Process for making a polymer polyol

Abstract

This invention relates to a continuous process for making a polymer polyol, the polymer polyol produced according to the said process and its applications.

Claims

1. A continuous process for making a polymer polyol, the polymer polyol comprising: particles of a thermoplastic styrene-acrylonitrile-copolymer (TP); at least one polyol (P); and a stabilizer (S); wherein the stabilizer (S) comprises: from 10 to 70% by weight, based on the sum of all components, of at least one polyol P2, and at least one polyol CSP which is a reaction product of at least one macromere M, styrene and acrylonitrile in P2, optionally with an initiator and/or a chain transfer agent, wherein the macromere comprises one or more polymerizable double bonds and one or more hydroxyl-terminated polyether tails, a content of the macromere M in the stabilizer (S) is between 30-70 wt %, based on the sum of all components of the stabilizer, wherein the polyol CSP comprises two or more OH groups, the process comprising: continuously feeding the TP, the P and the S to an extruder (E) having a plurality of process zones, preparing an initial dispersion of the TP, the P and the S in the extruder (E); continuously passing the initial dispersion obtained in the extruder into at least one rotor-stator device (RS) decoupled from the extruder comprising at least one rotor-stator combination; and cooling the rotor-stator treated dispersion below the glass transition temperature (T.sub.g) of the thermoplastic styrene-acrylonitrile-copolymer (TP) after passing all of the rotor-stators (RS) to obtain the polymer polyol, wherein in the preparation of the initial dispersion, TP is continuously fed into a first process zone Z1 of the extruder E, S is continuously fed into a second process zone Z2 or a later process zone, and P is continuously fed into a process zone following the process zone of addition of S, wherein the terms first and second refer to a direction of flow of the reaction mixture through the extruder E.

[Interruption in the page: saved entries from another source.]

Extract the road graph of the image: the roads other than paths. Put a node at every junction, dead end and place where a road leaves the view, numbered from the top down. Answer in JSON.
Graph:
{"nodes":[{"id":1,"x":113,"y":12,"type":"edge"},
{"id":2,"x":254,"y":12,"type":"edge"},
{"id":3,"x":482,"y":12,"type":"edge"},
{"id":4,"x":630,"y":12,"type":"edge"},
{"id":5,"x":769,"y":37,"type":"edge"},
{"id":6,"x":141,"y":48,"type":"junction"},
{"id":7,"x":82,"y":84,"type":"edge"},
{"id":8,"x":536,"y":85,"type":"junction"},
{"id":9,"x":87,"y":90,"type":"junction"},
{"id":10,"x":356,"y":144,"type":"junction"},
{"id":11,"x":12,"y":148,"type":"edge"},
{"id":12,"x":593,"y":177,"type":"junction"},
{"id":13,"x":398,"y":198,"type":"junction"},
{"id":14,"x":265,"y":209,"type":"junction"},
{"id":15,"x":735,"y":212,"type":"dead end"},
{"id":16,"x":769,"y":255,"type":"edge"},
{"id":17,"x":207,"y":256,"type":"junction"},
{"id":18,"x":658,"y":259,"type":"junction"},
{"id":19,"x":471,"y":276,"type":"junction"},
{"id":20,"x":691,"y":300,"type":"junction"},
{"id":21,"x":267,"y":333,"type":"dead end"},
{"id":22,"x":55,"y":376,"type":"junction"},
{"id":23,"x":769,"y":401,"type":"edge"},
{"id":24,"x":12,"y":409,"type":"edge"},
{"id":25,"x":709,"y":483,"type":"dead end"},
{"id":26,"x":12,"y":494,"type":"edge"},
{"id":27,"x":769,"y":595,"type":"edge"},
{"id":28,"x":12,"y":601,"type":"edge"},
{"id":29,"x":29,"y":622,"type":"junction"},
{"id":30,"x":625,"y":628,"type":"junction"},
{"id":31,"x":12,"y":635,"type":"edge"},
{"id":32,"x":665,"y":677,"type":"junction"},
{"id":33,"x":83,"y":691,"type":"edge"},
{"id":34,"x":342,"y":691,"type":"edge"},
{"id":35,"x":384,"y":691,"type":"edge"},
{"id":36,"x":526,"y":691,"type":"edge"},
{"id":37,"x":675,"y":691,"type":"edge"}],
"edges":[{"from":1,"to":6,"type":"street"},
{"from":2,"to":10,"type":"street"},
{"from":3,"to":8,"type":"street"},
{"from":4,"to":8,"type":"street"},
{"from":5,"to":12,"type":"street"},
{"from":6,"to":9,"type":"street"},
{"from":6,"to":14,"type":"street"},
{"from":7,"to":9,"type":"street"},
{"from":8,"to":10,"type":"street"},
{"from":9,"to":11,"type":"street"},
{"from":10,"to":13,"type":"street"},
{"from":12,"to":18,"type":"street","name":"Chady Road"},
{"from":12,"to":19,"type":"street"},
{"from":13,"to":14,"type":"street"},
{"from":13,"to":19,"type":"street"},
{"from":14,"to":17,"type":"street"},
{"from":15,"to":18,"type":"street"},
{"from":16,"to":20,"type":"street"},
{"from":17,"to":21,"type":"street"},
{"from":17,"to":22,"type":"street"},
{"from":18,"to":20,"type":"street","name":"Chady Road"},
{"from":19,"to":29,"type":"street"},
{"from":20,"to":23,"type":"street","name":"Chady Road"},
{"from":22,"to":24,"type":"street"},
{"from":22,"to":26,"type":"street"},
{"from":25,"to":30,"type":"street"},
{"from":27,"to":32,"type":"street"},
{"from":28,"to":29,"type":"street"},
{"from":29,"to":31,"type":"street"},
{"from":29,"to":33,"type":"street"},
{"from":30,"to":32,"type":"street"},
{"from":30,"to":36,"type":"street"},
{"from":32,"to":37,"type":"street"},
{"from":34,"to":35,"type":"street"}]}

2. The process according to claim 1, wherein there is at least one process zone of the extruder E wherein no components are added between the zone of addition of the stabilizer S and the zone of addition of the polyol P.

3. The process according to claim 1, wherein P is fed into at least two different process zones after the zone of addition of the stabilizer S of the extruder E.

4. The process according to claim 1, wherein the extruder (E) is operated at a barrel temperature in the range of between 160 to 250 C. in at least one of the plurality of process zones.

5. The process according to claim 1, wherein a rotation speed of the extruder (E) is from 400 to 1200 rpm.

6. The process according to claim 1, further comprising removing volatile material in a stripping column or stripping-vessel after the rotor-stator device.

7. The process according to claim 1, wherein at least one of the at least one-level rotor-stator devices (RS) are operated at a set temperature of 160 to 250 C.

8. The process according to claim 1, wherein at least one of the rotor-stator devices (RS) has a circumferential speed in the range of 10 to 60 s.sup.1.

9. The process according to claim 1, wherein at least one of the rotor-stator devices comprises at least two rotor-stator combinations.

10. The process according to claim 9, wherein each single rotor-stator combination of the at least two rotor-stator combinations have differing teeth.

11. The process according to claim 1, wherein the polyol (P) is added to the extruder (E) at a temperature of above 100 C.

12. The process according to claim 1, wherein the stabilizer (S) is added to the extruder (E) at a temperature of above 100 C.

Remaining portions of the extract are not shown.